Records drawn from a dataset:
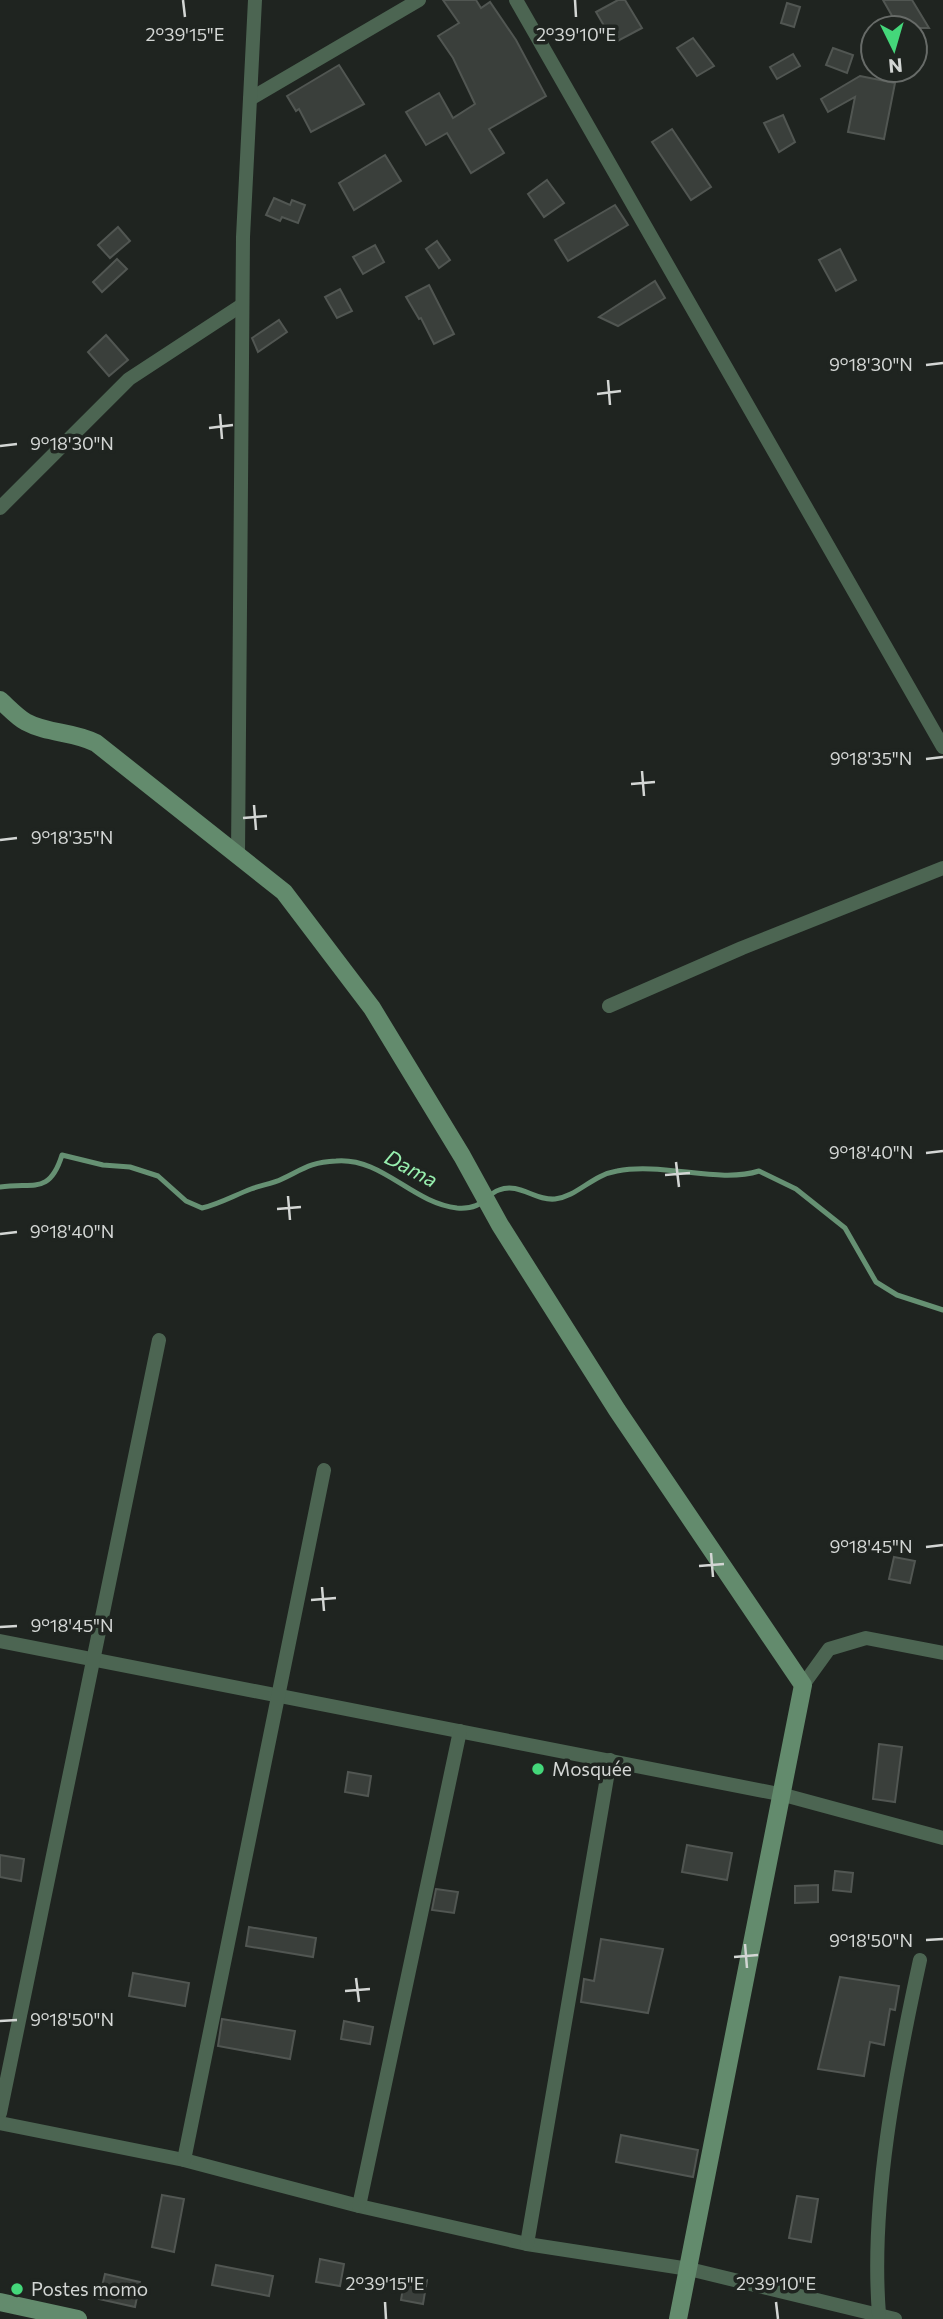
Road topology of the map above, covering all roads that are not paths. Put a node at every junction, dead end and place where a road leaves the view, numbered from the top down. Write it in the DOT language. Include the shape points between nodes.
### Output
graph roads {
  1 [pos="255,0"];
  2 [pos="419,0"];
  3 [pos="516,0"];
  4 [pos="250,99"];
  5 [pos="242,305"];
  6 [pos="0,508"];
  7 [pos="0,700"];
  8 [pos="943,747"];
  9 [pos="238,855"];
  10 [pos="943,868"];
  11 [pos="609,1006"];
  12 [pos="159,1340"];
  13 [pos="324,1470"];
  14 [pos="0,1641"];
  15 [pos="943,1653"];
  16 [pos="94,1659"];
  17 [pos="803,1685"];
  18 [pos="280,1696"];
  19 [pos="460,1731"];
  20 [pos="610,1760"];
  21 [pos="784,1795"];
  22 [pos="943,1839"];
  23 [pos="920,1960"];
  24 [pos="0,2113"];
  25 [pos="0,2123"];
  26 [pos="184,2160"];
  27 [pos="359,2206"];
  28 [pos="527,2244"];
  29 [pos="689,2269"];
  30 [pos="0,2302"];
  31 [pos="879,2314"];
  32 [pos="78,2319"];
  33 [pos="678,2319"];
  34 [pos="895,2319"];
  1 -- 4 [label="street"];
  2 -- 4 [label="street"];
  3 -- 8 [label="street"];
  4 -- 5 [label="street"];
  5 -- 6 [label="street" via="129,379"];
  5 -- 9 [label="street"];
  7 -- 9 [label="street" via="25,721 96,743"];
  9 -- 17 [label="street" via="284,892 372,1008 500,1225 617,1410"];
  10 -- 11 [label="street"];
  12 -- 16 [label="street"];
  13 -- 18 [label="street"];
  14 -- 16 [label="street"];
  15 -- 17 [label="street" via="866,1638 829,1649"];
  16 -- 18 [label="street"];
  16 -- 24 [label="street"];
  17 -- 21 [label="street"];
  18 -- 19 [label="street"];
  18 -- 26 [label="street"];
  19 -- 20 [label="street"];
  19 -- 27 [label="street"];
  20 -- 21 [label="street"];
  20 -- 28 [label="street"];
  21 -- 22 [label="street"];
  21 -- 29 [label="street"];
  23 -- 31 [label="street" via="901,2048 877,2234"];
  25 -- 26 [label="street"];
  26 -- 27 [label="street"];
  27 -- 28 [label="street"];
  28 -- 29 [label="street"];
  29 -- 31 [label="street"];
  29 -- 33 [label="street"];
  30 -- 32 [label="street"];
  31 -- 34 [label="street"];
}
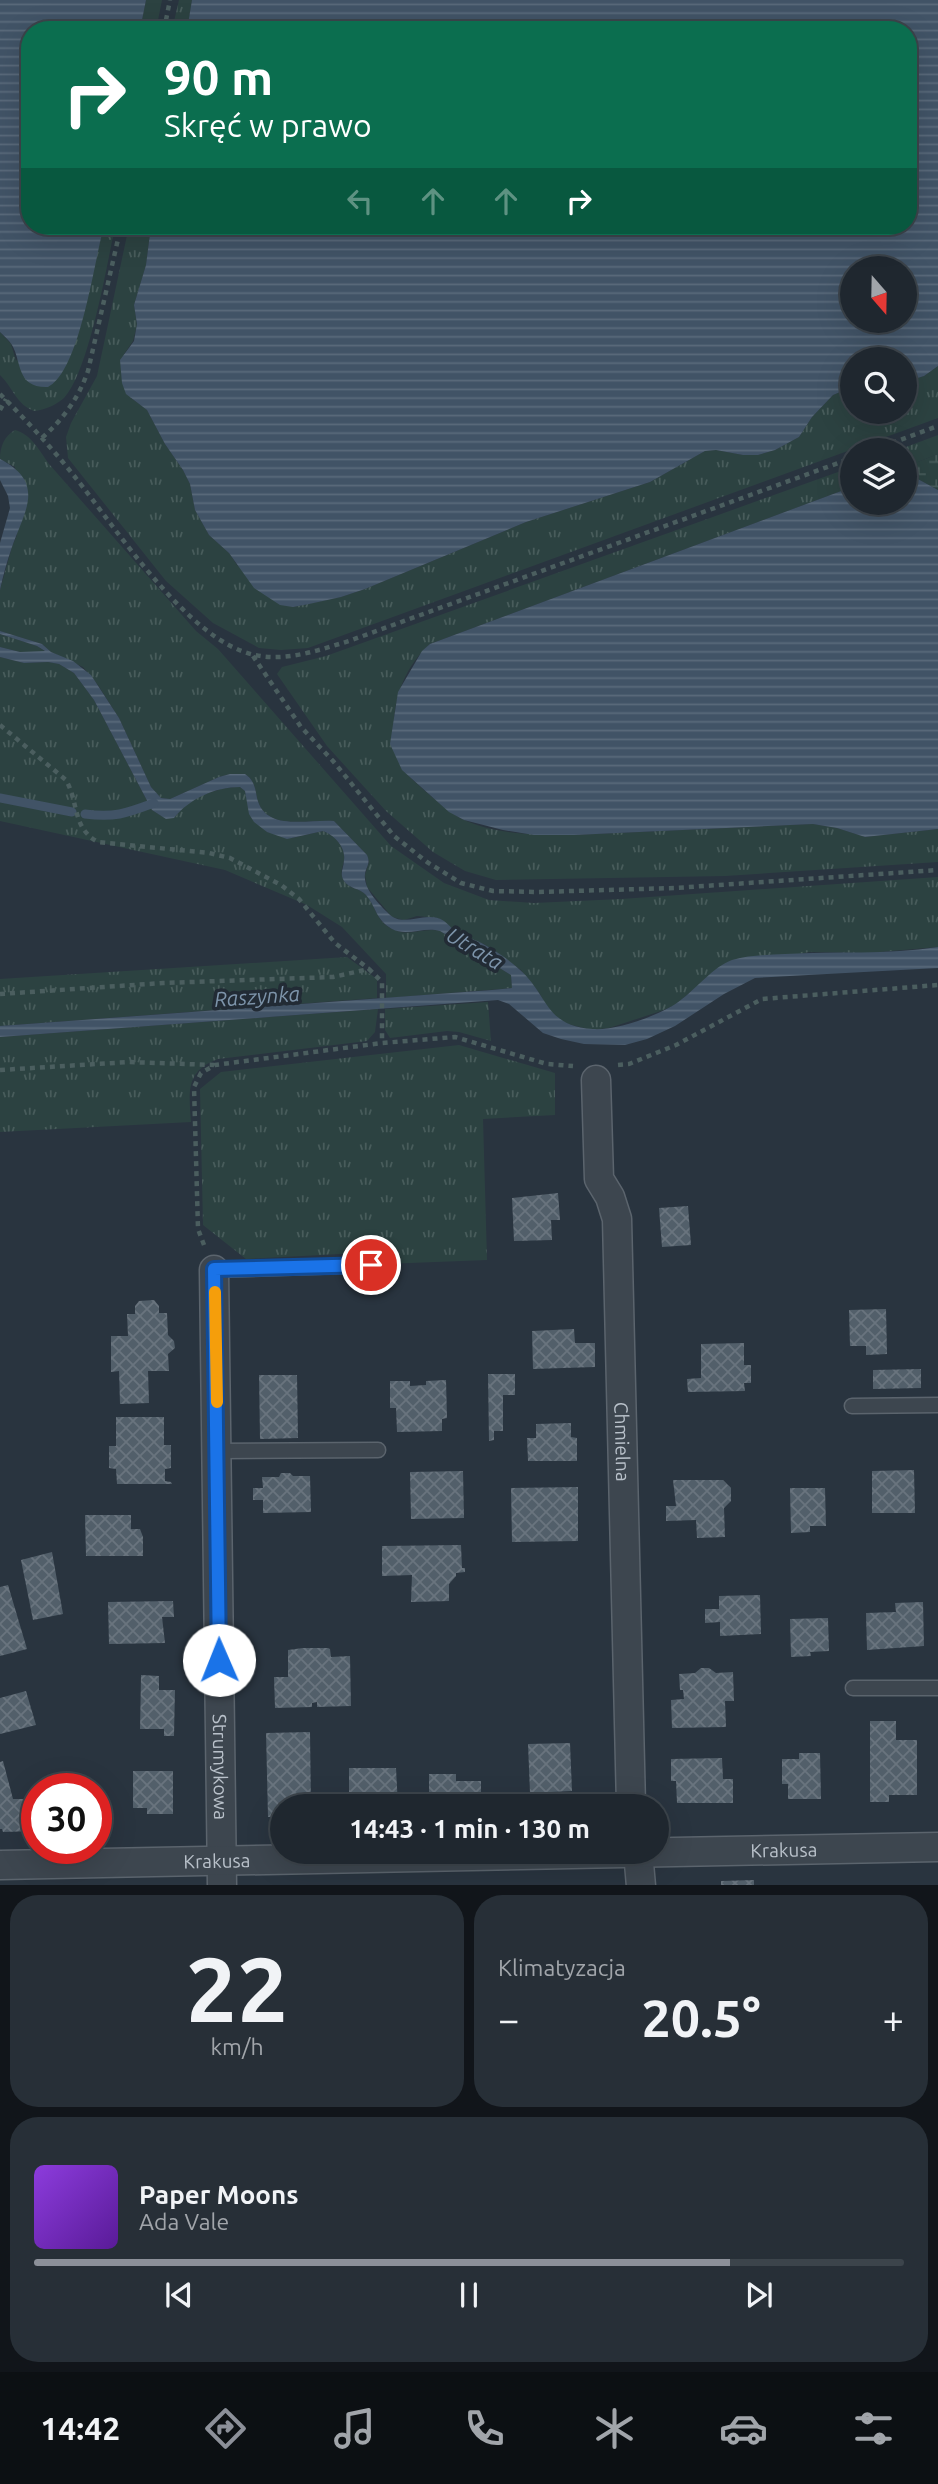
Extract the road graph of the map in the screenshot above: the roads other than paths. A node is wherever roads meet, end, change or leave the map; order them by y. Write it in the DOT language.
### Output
graph roads {
  1 [pos="596,1080"];
  2 [pos="371,1265"];
  3 [pos="214,1269"];
  4 [pos="938,1405"];
  5 [pos="852,1406"];
  6 [pos="378,1450"];
  7 [pos="217,1451"];
  8 [pos="853,1688"];
  9 [pos="938,1688"];
  10 [pos="631,1794"];
  11 [pos="938,1847"];
  12 [pos="669,1851"];
  13 [pos="400,1864"];
  14 [pos="639,1864"];
  15 [pos="0,1865"];
  16 [pos="222,1873"];
  17 [pos="641,1885"];
  1 -- 10 [label="street, Chmielna"];
  2 -- 3 [label="lane"];
  3 -- 7 [label="street, Strumykowa"];
  4 -- 5 [label="lane"];
  6 -- 7 [label="lane"];
  7 -- 16 [label="street, Strumykowa"];
  8 -- 9 [label="lane"];
  11 -- 12 [label="street, Krakusa"];
  13 -- 16 [label="street, Krakusa"];
  14 -- 17 [label="street"];
  15 -- 16 [label="street, Krakusa"];
}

- _What needs to be done_: Among the lines above, find those with the word "roads". Copy them.

- _Response area_:
Road topology of the map above, covering all roads that are not paths. Put a node at every junction, dead end and place where a road leaves the view, numbered from the top down. Write it in the DOT language. Include the shape points between nodes.
graph roads {
Extract the road graph of the map in the screenshot above: the roads other than paths. A node is wherever roads meet, end, change or leave the map; order them by y. Write it in the DOT language.
graph roads {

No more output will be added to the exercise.